As far as the Asian session is concerned, we have to especially focus on an Australian package of releases. First of all, August’s PMIs managed to improve with CBA PMI rising to 53.2 from 52.4 and AIG PMI surging to 56.7 from 52 in July. Notice that in case of the latter we were offered the 23rd consecutive month of an economic expansion (it means a reading above 50 points). These readings showed that political chaos seen last month had a modest impact on manufactures’ views on the future business. Moreover, we also got the inventories data for the second quarter bringing a decent 0.6% increase in a quarterly basis smashing the median estimate at a 0.2% rise. The data boosts expectations before the Q2 GDP reading this Wednesday, but its impact on overall growth should be quite tepid anyway (the median forecast for Q2 GDP is for quarterly growth of 0.7%, and annual growth of 2.8%). Along with the inventory data company operating profits for the same period were also released showing a 2% QoQ increase and coming in above a 1.3% QoQ expected value. The prior quarter value of 5.9% was revised upwardly to 6.5%. On the other hand, July’s retail sales turned out to be a fly in the ointment cooling expectations for the third quarter. Sales stayed flat in monthly terms falling short of the median estimate of 0.3%. Note that such categories as clothing and footwear led declines with a 2% fall, sales at department stores decreased 1.9%. These drops were offset by increases in food, cafes and restaurants so the structure of the release was not particularly encouraging. The mixed data have resulted in a modest 0.1% increase of the Aussie in early trading on Monday.

From Japan we got a Q2 capital expenditure release showing that CAPEX surged 12.8% YoY while the median estimate had pointed to a 6.5% rise. When software is stripped out the rise was yet more impressive producing a 14% pick-up compared to 7.4% expected. Furthermore, company profits jumped as high as 17.9% in annual terms while sales increased 5.1% - both beats were achieved despite a relatively high base from the previous year. Solid profits may signal that firms have room to lift wages in the months to come which would be undoubtedly welcome by the Bank of Japan. On the flip side, a majority of companies may have chosen to invest in capital rather than labour looking at the Q2 CAPEX data, a step aimed at boosting spare capacity.

On the slightly higher JPY and overall poor sentiment across equities, the Japanese NIKKEI (JAP225) closed 0.7% lower.

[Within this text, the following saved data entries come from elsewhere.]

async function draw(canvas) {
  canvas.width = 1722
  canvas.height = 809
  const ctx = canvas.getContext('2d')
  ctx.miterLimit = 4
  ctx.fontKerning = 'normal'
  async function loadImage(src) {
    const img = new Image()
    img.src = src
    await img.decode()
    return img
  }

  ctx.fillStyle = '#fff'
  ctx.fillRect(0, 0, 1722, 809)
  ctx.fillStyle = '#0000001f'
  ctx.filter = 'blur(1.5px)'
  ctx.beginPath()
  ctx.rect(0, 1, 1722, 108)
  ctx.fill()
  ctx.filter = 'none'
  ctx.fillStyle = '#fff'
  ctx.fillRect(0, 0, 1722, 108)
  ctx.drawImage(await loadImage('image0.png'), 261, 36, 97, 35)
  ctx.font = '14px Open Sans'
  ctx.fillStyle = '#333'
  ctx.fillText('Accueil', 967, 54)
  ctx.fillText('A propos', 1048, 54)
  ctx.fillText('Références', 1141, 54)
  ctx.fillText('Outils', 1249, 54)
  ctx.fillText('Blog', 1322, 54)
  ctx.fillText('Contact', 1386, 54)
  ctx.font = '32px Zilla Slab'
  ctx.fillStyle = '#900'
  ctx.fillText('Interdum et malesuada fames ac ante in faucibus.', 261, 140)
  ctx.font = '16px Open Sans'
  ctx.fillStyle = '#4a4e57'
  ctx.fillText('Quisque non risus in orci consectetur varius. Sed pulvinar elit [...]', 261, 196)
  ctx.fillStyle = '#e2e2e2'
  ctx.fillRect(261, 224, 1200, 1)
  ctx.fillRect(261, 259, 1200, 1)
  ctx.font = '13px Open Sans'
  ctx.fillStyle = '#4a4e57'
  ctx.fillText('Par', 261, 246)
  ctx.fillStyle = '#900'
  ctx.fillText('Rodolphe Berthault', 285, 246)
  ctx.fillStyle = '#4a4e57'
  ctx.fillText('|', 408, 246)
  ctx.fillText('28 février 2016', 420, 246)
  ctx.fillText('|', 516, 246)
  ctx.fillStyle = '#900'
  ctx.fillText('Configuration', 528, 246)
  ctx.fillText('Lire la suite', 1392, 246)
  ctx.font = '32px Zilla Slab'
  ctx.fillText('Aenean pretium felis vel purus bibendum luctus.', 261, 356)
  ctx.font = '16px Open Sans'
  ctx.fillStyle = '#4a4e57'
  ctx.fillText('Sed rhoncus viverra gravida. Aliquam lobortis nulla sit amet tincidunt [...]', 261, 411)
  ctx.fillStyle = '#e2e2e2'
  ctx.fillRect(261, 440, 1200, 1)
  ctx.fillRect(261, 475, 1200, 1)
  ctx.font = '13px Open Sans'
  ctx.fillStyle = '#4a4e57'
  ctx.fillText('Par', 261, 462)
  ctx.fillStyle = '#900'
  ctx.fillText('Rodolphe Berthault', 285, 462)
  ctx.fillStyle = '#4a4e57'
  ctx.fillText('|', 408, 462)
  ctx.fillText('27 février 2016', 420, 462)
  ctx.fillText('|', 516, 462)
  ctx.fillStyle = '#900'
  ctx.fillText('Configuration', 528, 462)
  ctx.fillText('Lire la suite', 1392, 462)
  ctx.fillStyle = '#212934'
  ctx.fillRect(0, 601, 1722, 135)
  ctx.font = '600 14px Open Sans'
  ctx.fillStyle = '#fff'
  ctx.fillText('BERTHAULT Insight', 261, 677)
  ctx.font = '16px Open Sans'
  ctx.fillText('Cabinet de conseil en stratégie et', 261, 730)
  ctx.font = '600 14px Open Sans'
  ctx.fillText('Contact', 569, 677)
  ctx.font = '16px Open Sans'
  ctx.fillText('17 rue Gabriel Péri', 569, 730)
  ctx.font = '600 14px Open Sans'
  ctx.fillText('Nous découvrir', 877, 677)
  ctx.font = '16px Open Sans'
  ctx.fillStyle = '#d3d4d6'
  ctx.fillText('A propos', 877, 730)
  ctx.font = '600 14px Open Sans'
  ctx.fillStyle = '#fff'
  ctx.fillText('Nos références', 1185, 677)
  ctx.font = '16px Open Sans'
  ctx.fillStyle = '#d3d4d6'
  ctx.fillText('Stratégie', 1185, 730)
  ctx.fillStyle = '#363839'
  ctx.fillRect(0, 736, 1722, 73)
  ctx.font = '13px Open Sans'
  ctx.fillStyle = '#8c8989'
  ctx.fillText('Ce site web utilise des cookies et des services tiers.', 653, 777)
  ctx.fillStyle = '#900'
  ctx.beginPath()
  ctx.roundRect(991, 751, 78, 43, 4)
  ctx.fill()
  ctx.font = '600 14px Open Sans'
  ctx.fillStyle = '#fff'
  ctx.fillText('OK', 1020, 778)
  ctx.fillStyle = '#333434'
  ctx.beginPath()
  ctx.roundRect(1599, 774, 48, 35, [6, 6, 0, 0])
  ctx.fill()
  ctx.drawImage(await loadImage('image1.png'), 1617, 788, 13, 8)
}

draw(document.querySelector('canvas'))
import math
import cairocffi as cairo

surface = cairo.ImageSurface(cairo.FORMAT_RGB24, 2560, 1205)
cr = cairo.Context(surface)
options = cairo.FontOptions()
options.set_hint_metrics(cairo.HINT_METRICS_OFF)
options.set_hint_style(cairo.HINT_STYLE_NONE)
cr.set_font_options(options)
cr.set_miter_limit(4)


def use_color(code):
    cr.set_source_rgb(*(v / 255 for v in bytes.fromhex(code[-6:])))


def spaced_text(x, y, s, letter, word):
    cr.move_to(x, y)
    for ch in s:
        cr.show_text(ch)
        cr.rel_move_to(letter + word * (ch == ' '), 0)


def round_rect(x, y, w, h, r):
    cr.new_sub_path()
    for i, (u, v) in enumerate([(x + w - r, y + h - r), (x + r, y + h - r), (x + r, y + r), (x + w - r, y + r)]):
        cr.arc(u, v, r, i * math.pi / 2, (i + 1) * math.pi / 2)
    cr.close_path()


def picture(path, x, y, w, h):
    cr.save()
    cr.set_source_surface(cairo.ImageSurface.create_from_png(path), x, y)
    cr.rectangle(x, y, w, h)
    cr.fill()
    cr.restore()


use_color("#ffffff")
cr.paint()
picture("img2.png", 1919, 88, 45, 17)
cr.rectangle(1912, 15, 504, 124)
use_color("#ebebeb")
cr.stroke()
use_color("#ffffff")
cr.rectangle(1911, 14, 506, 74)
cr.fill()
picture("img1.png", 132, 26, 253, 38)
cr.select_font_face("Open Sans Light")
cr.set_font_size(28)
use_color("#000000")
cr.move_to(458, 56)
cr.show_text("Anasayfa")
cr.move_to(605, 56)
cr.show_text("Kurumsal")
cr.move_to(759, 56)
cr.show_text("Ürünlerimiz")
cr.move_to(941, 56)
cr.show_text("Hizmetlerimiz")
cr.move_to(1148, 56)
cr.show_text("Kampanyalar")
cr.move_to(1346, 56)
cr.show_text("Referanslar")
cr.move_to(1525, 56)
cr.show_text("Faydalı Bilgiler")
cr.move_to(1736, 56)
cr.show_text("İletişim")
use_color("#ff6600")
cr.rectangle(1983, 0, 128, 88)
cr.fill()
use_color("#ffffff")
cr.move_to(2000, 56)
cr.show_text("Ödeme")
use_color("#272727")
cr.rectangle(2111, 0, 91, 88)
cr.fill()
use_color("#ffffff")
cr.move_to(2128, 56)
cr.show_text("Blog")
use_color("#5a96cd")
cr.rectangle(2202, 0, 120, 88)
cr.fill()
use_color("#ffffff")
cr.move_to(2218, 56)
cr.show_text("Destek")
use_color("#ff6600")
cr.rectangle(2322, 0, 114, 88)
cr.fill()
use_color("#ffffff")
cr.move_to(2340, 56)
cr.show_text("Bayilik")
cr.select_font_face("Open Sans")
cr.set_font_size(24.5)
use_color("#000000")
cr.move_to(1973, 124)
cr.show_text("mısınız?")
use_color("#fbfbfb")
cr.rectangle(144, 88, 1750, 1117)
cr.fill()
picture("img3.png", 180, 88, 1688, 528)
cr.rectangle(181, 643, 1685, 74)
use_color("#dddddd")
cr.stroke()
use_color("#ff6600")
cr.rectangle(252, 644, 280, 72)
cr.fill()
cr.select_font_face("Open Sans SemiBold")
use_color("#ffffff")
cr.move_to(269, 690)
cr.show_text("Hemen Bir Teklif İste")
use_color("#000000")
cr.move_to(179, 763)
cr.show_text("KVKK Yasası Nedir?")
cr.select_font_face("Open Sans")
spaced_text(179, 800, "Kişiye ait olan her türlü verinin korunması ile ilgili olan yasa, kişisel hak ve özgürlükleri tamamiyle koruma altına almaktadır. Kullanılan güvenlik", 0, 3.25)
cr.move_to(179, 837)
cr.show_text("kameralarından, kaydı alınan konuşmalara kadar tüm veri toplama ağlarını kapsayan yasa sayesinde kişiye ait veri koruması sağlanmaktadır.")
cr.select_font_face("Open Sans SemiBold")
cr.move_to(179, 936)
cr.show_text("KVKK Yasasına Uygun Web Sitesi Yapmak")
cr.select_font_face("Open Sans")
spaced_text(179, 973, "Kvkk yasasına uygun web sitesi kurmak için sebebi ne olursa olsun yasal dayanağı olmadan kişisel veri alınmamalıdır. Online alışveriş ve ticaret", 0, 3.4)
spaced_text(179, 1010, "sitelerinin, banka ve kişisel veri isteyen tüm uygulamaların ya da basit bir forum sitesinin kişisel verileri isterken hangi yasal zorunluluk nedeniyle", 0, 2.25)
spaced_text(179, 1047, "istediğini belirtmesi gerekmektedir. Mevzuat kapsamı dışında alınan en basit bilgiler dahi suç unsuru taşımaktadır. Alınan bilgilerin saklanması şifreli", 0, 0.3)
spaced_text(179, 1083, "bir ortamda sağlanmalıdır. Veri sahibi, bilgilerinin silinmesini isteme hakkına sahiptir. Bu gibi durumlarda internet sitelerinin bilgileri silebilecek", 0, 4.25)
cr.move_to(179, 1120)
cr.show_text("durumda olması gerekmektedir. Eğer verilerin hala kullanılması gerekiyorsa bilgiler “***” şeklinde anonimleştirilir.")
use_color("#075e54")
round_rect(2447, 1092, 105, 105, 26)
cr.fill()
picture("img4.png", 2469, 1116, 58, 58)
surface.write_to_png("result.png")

Technically the index looks as if it would be en route to much lower levels after rejecting the resistance placed at 23100 points. Source: xStation5

Finally, let us notice that deteriorated moods across equities may in part stem from subsequent Donald Trump’s tweets on NAFTA. He wrote that there is no political necessity to keep Canada in the new NAFTA deal. He also reiterated that NAFTA was one of the worst trade deals ever made suggesting that the US would have been better off if NAFTA had been never signed. Talks on NAFTA are expected to continue this week.